Clinical trial: a controlled trial of baclofen add-on therapy in PPI-refractory gastro-oesophageal reflux symptoms.

BACKGROUND: Proton pump inhibitors (PPI) have no effect on non-acid reflux events which can continue to provoke gastro-oesophageal reflux disease (GERD) symptoms. Baclofen, a γ-aminobutyric acid agonist, can decrease non-acid reflux but its symptomatic benefit in refractory GERD symptoms is understudied. AIMS: To assess the efficacy of baclofen 10 mg t.i.d. vs placebo as add-on therapy in PPI-refractory GERD symptoms, in a randomised, double-blind, placebo-controlled study. METHODS: Patients with persisting typical GERD symptoms on b.i.d. PPI therapy were randomised to 4 weeks of baclofen 10 mg or placebo t.i.d.

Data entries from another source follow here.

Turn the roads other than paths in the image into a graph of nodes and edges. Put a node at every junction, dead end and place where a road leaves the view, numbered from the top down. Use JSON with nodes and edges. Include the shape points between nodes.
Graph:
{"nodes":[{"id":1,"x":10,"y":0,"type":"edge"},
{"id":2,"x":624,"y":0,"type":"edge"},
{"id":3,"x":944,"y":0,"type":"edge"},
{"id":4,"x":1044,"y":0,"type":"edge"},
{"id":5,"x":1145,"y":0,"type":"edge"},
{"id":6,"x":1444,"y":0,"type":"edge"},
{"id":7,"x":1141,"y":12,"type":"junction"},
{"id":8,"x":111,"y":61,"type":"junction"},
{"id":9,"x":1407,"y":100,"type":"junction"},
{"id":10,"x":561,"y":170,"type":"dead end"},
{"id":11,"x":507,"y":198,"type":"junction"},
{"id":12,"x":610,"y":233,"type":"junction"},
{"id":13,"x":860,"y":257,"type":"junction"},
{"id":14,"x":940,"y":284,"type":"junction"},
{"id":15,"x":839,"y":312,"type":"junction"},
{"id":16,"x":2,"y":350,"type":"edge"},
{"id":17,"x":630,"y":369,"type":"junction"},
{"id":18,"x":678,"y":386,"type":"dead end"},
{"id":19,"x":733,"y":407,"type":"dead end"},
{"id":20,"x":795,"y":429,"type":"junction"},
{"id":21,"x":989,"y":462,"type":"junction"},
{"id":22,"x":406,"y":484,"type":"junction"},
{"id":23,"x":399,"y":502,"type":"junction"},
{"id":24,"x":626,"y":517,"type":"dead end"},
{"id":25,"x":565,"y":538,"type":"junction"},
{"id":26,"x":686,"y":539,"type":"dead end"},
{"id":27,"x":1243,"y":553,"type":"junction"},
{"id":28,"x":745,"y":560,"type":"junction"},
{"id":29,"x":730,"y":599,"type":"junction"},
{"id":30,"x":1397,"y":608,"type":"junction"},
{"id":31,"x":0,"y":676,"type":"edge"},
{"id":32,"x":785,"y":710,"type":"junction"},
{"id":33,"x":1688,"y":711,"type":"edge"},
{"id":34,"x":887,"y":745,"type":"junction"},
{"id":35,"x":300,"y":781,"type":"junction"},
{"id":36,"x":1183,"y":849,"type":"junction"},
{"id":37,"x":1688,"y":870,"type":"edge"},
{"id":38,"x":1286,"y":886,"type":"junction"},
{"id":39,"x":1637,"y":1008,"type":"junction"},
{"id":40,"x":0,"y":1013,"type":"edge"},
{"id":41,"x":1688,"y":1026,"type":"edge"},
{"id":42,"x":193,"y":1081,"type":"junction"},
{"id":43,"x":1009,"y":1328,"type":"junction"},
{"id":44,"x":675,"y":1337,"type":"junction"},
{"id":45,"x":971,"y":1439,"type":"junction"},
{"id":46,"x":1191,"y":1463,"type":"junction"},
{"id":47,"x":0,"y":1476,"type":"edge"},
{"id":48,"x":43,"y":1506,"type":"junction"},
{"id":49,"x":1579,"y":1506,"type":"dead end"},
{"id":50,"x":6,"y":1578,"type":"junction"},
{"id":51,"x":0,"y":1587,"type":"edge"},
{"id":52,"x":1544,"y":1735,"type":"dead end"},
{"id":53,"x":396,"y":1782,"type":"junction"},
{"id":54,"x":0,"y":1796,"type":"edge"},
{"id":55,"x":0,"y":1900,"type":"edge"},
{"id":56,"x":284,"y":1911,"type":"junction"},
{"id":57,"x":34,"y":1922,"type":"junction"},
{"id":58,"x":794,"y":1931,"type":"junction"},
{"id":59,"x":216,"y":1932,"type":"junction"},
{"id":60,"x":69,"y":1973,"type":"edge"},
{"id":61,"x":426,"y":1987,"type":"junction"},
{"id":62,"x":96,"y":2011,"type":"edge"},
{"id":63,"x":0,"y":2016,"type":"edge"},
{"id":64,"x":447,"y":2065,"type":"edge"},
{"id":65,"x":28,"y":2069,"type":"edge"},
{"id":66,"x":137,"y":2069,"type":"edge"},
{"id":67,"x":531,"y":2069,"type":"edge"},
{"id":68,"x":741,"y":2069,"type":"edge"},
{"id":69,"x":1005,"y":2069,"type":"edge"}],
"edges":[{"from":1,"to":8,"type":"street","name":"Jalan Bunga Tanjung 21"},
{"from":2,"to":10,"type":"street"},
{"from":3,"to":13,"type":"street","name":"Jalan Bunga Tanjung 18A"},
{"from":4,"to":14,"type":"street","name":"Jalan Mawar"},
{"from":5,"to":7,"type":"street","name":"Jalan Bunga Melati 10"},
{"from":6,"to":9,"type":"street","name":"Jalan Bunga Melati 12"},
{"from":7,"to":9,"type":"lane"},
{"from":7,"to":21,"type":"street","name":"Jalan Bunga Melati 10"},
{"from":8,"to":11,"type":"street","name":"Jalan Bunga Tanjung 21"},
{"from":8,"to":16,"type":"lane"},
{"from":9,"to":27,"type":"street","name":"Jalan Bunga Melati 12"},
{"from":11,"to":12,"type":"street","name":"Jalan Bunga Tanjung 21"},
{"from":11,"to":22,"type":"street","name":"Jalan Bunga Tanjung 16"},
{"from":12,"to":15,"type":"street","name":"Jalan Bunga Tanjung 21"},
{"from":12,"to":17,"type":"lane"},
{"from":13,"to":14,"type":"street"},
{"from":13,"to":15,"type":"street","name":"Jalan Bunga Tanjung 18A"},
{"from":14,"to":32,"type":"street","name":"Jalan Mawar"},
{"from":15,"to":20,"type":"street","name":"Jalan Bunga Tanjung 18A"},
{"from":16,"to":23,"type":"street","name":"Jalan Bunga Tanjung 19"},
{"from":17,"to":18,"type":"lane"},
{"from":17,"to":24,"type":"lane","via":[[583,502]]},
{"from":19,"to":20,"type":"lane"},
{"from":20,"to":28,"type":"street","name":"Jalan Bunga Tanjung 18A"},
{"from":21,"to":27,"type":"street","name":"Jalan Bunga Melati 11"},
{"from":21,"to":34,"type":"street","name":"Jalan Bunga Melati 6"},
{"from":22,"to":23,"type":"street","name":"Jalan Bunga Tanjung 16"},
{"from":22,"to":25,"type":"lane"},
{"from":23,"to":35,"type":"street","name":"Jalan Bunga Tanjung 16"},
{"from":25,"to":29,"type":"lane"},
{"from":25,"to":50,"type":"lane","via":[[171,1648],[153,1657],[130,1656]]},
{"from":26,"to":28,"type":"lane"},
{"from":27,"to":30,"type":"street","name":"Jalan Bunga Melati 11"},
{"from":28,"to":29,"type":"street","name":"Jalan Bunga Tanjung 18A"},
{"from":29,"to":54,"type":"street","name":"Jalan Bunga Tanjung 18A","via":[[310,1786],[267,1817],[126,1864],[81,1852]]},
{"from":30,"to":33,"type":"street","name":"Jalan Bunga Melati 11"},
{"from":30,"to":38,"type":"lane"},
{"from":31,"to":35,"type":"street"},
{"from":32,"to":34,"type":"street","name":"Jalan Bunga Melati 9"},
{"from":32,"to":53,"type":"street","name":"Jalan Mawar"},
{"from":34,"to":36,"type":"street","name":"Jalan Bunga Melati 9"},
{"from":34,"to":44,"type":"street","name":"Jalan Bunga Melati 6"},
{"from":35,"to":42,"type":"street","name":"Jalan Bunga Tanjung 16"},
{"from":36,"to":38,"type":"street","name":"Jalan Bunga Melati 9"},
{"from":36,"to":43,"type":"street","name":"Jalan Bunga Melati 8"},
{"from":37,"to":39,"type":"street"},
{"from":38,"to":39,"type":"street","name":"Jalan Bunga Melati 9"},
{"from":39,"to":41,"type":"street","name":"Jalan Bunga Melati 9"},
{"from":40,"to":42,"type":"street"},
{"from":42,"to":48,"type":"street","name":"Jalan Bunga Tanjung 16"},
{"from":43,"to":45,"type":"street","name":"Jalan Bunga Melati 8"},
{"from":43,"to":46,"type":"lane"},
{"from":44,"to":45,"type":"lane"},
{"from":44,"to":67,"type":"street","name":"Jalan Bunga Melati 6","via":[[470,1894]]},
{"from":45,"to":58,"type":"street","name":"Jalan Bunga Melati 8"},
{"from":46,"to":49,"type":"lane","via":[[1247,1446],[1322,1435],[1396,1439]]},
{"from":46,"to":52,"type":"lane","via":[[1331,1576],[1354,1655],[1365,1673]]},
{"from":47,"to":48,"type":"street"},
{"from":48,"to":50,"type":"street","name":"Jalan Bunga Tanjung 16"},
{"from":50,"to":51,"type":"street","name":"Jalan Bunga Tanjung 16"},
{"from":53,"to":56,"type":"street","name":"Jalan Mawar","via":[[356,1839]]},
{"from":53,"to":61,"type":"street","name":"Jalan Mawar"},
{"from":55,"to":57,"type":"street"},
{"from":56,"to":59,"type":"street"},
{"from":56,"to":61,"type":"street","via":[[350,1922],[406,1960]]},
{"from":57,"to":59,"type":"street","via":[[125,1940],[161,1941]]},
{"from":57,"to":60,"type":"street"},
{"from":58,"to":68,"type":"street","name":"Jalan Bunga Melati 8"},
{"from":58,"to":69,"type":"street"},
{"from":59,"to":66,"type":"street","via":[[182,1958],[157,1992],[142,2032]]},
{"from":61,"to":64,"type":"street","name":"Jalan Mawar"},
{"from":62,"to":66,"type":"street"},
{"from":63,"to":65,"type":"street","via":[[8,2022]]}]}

Before and after treatment, patients underwent 24 h impedance-pH monitoring on-PPI. Throughout the study, patients filled out ReQuest diaries. Data were analysed using mixed models. RESULTS: About 60 patients were included (age 47.5 years [range 19-73], 41f/19 m), 31 patients were randomised to baclofen. One patient withdrew consent and five in the baclofen group stopped treatment due to side effects. There was a trend towards a better response for general wellbeing in the baclofen-treated group compared to placebo (p = 0.06). When subdividing patients according to symptom association probability (SAP), only the SAP+ (n = 25) group improved significantly with baclofen (pcorr  = 0.02), and worsened with placebo (pcorr  = 0.008). The total number of reflux events decreased over time (p = 0.01), mainly due to the baclofen condition (pcorr  = 0.1). The number of reflux events with a high proximal extent dropped significantly after baclofen (pcorr  = 0.009), but not placebo. CONCLUSION: Baclofen decreases several reflux parameters in PPI refractory GERD symptoms, but pH-impedance monitoring is necessary before treatment as only SAP+ patients experience clinical benefit after 4 weeks.